Child #2 picked up a random notebook and threw it in. Then considered herself finished. So, I inquired, "You have 6 classes. Do you need more than 1 notebook?" She got a confused look on her face and asked, "Huh. Well, do you think I need to take notes in English?" The last time I checked, you most certainly do. Obviously all her previous school years and her note taking skills have eluded her. This does not bode well for the future.

Baby Child sent herself into a near tizzy trying to find every. exact. item. listed. She wouldn't listen to reason or explanation from anyone. The school list was her boss. I'm pretty sure at this point I started to wonder if drinking diesel fuel would be more or less painful than this current situation. You with me?

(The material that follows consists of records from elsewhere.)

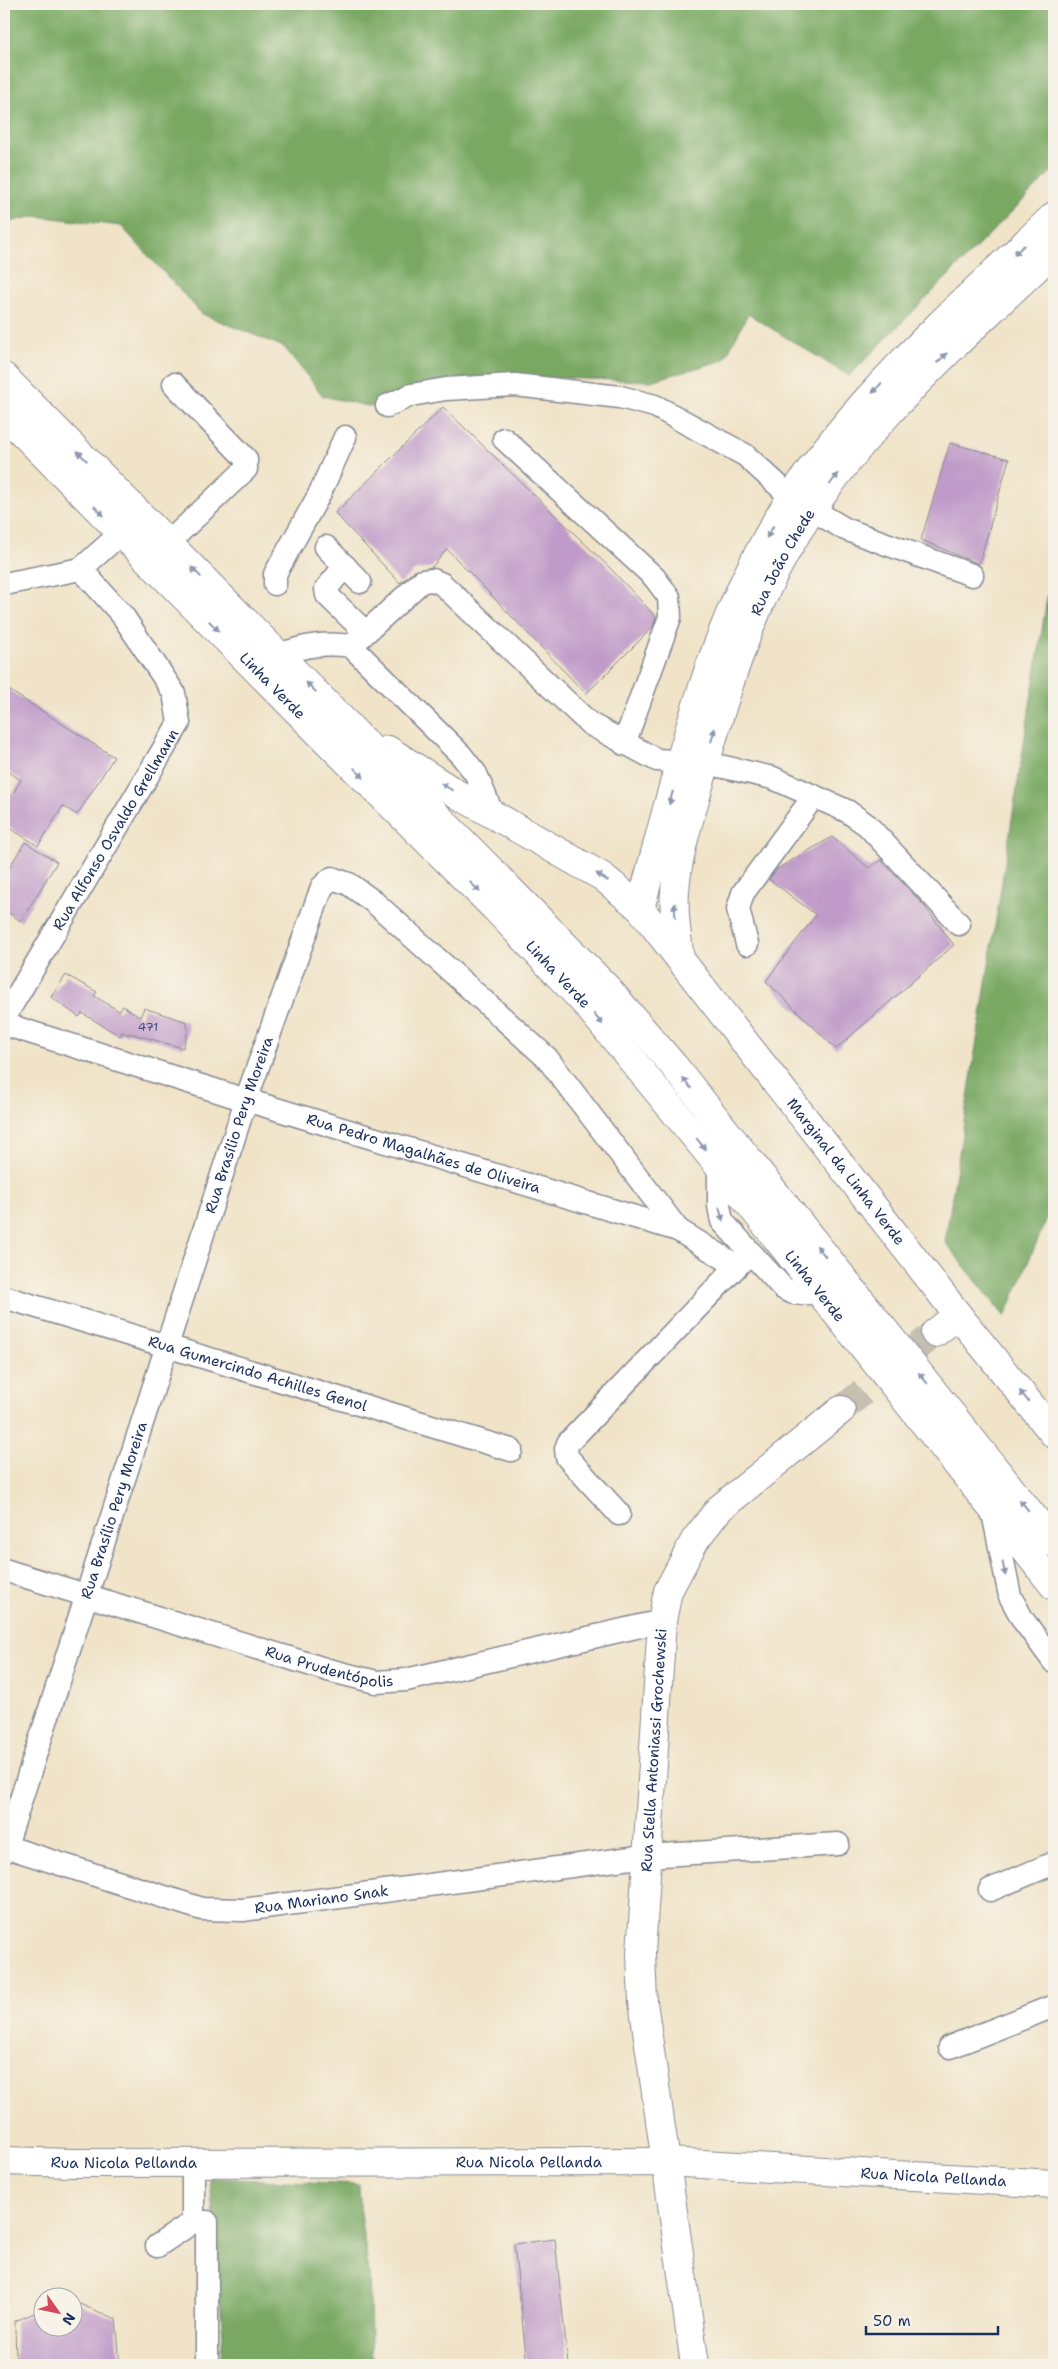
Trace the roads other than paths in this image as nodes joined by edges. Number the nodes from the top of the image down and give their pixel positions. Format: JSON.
{"nodes":[{"id":1,"x":1054,"y":216,"type":"edge"},
{"id":2,"x":1054,"y":251,"type":"edge"},
{"id":3,"x":987,"y":298,"type":"junction"},
{"id":4,"x":4,"y":377,"type":"edge"},
{"id":5,"x":174,"y":384,"type":"dead end"},
{"id":6,"x":387,"y":406,"type":"dead end"},
{"id":7,"x":4,"y":414,"type":"edge"},
{"id":8,"x":345,"y":437,"type":"dead end"},
{"id":9,"x":504,"y":439,"type":"dead end"},
{"id":10,"x":801,"y":504,"type":"junction"},
{"id":11,"x":121,"y":533,"type":"junction"},
{"id":12,"x":168,"y":543,"type":"junction"},
{"id":13,"x":326,"y":547,"type":"dead end"},
{"id":14,"x":81,"y":569,"type":"junction"},
{"id":15,"x":972,"y":575,"type":"dead end"},
{"id":16,"x":4,"y":584,"type":"edge"},
{"id":17,"x":276,"y":584,"type":"dead end"},
{"id":18,"x":358,"y":639,"type":"junction"},
{"id":19,"x":278,"y":655,"type":"junction"},
{"id":20,"x":345,"y":722,"type":"junction"},
{"id":21,"x":624,"y":744,"type":"junction"},
{"id":22,"x":694,"y":761,"type":"junction"},
{"id":23,"x":814,"y":796,"type":"junction"},
{"id":24,"x":494,"y":815,"type":"junction"},
{"id":25,"x":640,"y":908,"type":"junction"},
{"id":26,"x":959,"y":924,"type":"dead end"},
{"id":27,"x":747,"y":944,"type":"dead end"},
{"id":28,"x":680,"y":959,"type":"junction"},
{"id":29,"x":4,"y":1018,"type":"edge"},
{"id":30,"x":4,"y":1024,"type":"edge"},
{"id":31,"x":246,"y":1100,"type":"junction"},
{"id":32,"x":719,"y":1166,"type":"junction"},
{"id":33,"x":678,"y":1230,"type":"junction"},
{"id":34,"x":744,"y":1260,"type":"junction"},
{"id":35,"x":819,"y":1291,"type":"junction"},
{"id":36,"x":4,"y":1298,"type":"edge"},
{"id":37,"x":958,"y":1315,"type":"junction"},
{"id":38,"x":935,"y":1333,"type":"tunnel mouth"},
{"id":39,"x":166,"y":1346,"type":"junction"},
{"id":40,"x":841,"y":1410,"type":"tunnel mouth"},
{"id":41,"x":1054,"y":1434,"type":"edge"},
{"id":42,"x":511,"y":1450,"type":"dead end"},
{"id":43,"x":991,"y":1504,"type":"junction"},
{"id":44,"x":619,"y":1514,"type":"dead end"},
{"id":45,"x":1054,"y":1543,"type":"edge"},
{"id":46,"x":4,"y":1570,"type":"edge"},
{"id":47,"x":1054,"y":1586,"type":"edge"},
{"id":48,"x":86,"y":1597,"type":"junction"},
{"id":49,"x":662,"y":1621,"type":"junction"},
{"id":50,"x":1054,"y":1662,"type":"edge"},
{"id":51,"x":838,"y":1844,"type":"dead end"},
{"id":52,"x":4,"y":1848,"type":"edge"},
{"id":53,"x":646,"y":1856,"type":"junction"},
{"id":54,"x":1054,"y":1863,"type":"edge"},
{"id":55,"x":990,"y":1890,"type":"dead end"},
{"id":56,"x":1054,"y":2006,"type":"edge"},
{"id":57,"x":950,"y":2047,"type":"dead end"},
{"id":58,"x":4,"y":2161,"type":"edge"},
{"id":59,"x":666,"y":2162,"type":"junction"},
{"id":60,"x":194,"y":2163,"type":"junction"},
{"id":61,"x":1054,"y":2184,"type":"edge"},
{"id":62,"x":193,"y":2222,"type":"junction"},
{"id":63,"x":158,"y":2246,"type":"dead end"},
{"id":64,"x":207,"y":2365,"type":"edge"},
{"id":65,"x":696,"y":2365,"type":"edge"}],
"edges":[{"from":1,"to":3,"type":"main road","name":"Rua João Chede","one_way":true},
{"from":2,"to":3,"type":"main road","name":"Rua João Chede"},
{"from":3,"to":10,"type":"main road","name":"Rua João Chede"},
{"from":12,"to":4,"type":"main road","name":"Linha Verde","one_way":true},
{"from":5,"to":12,"type":"street"},
{"from":6,"to":10,"type":"street"},
{"from":7,"to":11,"type":"main road","name":"Linha Verde","one_way":true},
{"from":8,"to":17,"type":"street"},
{"from":9,"to":21,"type":"street"},
{"from":10,"to":15,"type":"street"},
{"from":10,"to":22,"type":"main road","name":"Rua João Chede"},
{"from":11,"to":14,"type":"street"},
{"from":11,"to":32,"type":"main road","name":"Linha Verde","one_way":true},
{"from":19,"to":12,"type":"main road","name":"Linha Verde","one_way":true},
{"from":13,"to":18,"type":"street"},
{"from":14,"to":16,"type":"street"},
{"from":14,"to":29,"type":"street","name":"Rua Alfonso Osvaldo Grellmann"},
{"from":18,"to":19,"type":"street"},
{"from":18,"to":21,"type":"street"},
{"from":18,"to":24,"type":"street"},
{"from":20,"to":19,"type":"main road","name":"Linha Verde","one_way":true},
{"from":24,"to":20,"type":"main road","name":"Marginal da Linha Verde","one_way":true},
{"from":45,"to":20,"type":"main road","name":"Linha Verde","one_way":true},
{"from":21,"to":22,"type":"street"},
{"from":22,"to":23,"type":"street"},
{"from":22,"to":25,"type":"main road","name":"Rua João Chede","one_way":true},
{"from":28,"to":22,"type":"main road","name":"Rua João Chede","one_way":true},
{"from":23,"to":26,"type":"street"},
{"from":23,"to":27,"type":"street"},
{"from":25,"to":24,"type":"main road","name":"Marginal da Linha Verde","one_way":true},
{"from":25,"to":28,"type":"main road","name":"Marginal da Linha Verde"},
{"from":28,"to":37,"type":"main road","name":"Marginal da Linha Verde"},
{"from":30,"to":31,"type":"street","name":"Rua Pedro Magalhães de Oliveira"},
{"from":31,"to":33,"type":"street","name":"Rua Pedro Magalhães de Oliveira"},
{"from":31,"to":33,"type":"street","name":"Rua Brasílio Pery Moreira"},
{"from":31,"to":39,"type":"street","name":"Rua Brasílio Pery Moreira"},
{"from":32,"to":34,"type":"street","one_way":true},
{"from":32,"to":35,"type":"main road","name":"Linha Verde"},
{"from":33,"to":34,"type":"street","name":"Rua Pedro Magalhães de Oliveira"},
{"from":34,"to":35,"type":"street","name":"Rua Pedro Magalhães de Oliveira"},
{"from":34,"to":44,"type":"street"},
{"from":35,"to":43,"type":"main road","name":"Linha Verde"},
{"from":36,"to":39,"type":"street","name":"Rua Gumercindo Achilles Genol"},
{"from":37,"to":38,"type":"main road"},
{"from":41,"to":37,"type":"main road","name":"Marginal da Linha Verde","one_way":true},
{"from":39,"to":42,"type":"street","name":"Rua Gumercindo Achilles Genol"},
{"from":39,"to":48,"type":"street","name":"Rua Brasílio Pery Moreira"},
{"from":40,"to":49,"type":"main road","name":"Rua Stella Antoniassi Grochewski"},
{"from":43,"to":47,"type":"main road","name":"Linha Verde"},
{"from":43,"to":50,"type":"street","one_way":true},
{"from":46,"to":48,"type":"street","name":"Rua Prudentópolis"},
{"from":48,"to":49,"type":"street","name":"Rua Prudentópolis"},
{"from":48,"to":52,"type":"street","name":"Rua Brasílio Pery Moreira"},
{"from":49,"to":53,"type":"main road","name":"Rua Stella Antoniassi Grochewski"},
{"from":51,"to":53,"type":"street","name":"Rua Mariano Snak"},
{"from":52,"to":53,"type":"street","name":"Rua Mariano Snak"},
{"from":53,"to":59,"type":"main road","name":"Rua Stella Antoniassi Grochewski"},
{"from":54,"to":55,"type":"street"},
{"from":56,"to":57,"type":"street"},
{"from":58,"to":60,"type":"main road","name":"Rua Nicola Pellanda"},
{"from":59,"to":60,"type":"main road","name":"Rua Nicola Pellanda"},
{"from":59,"to":61,"type":"main road","name":"Rua Nicola Pellanda"},
{"from":59,"to":65,"type":"main road","name":"Rua Stella Antoniassi Grochewski"},
{"from":60,"to":62,"type":"street"},
{"from":62,"to":63,"type":"street"},
{"from":62,"to":64,"type":"street"}]}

I'm calling a halt right here, right now. No more back-to-school until Monday when their physical bodies physically enter the school building. Good grief, that's 4 days away. Hang on tight.


1 comment :

Ginger said...

I took all four of my children with me yesterday and it was a nightmare. We blocked isles, Claire screamed to be let out of her stroller pretty much the whole time, the kids gave me blank stares when I asked what color of something they wanted, and one of the boys had to go down different isles from us to make it look like he wasn't really with us (I don't blame him--I didn't want to look like I belonged with us either) The best part was when I looked down at Claire and realized that she had taken off her shoes and tossed them out of the stroller sometime in the last 30 minutes. So we had to retrace our steps all over the store to find them. I.Hate.Back. To.School.Shopping.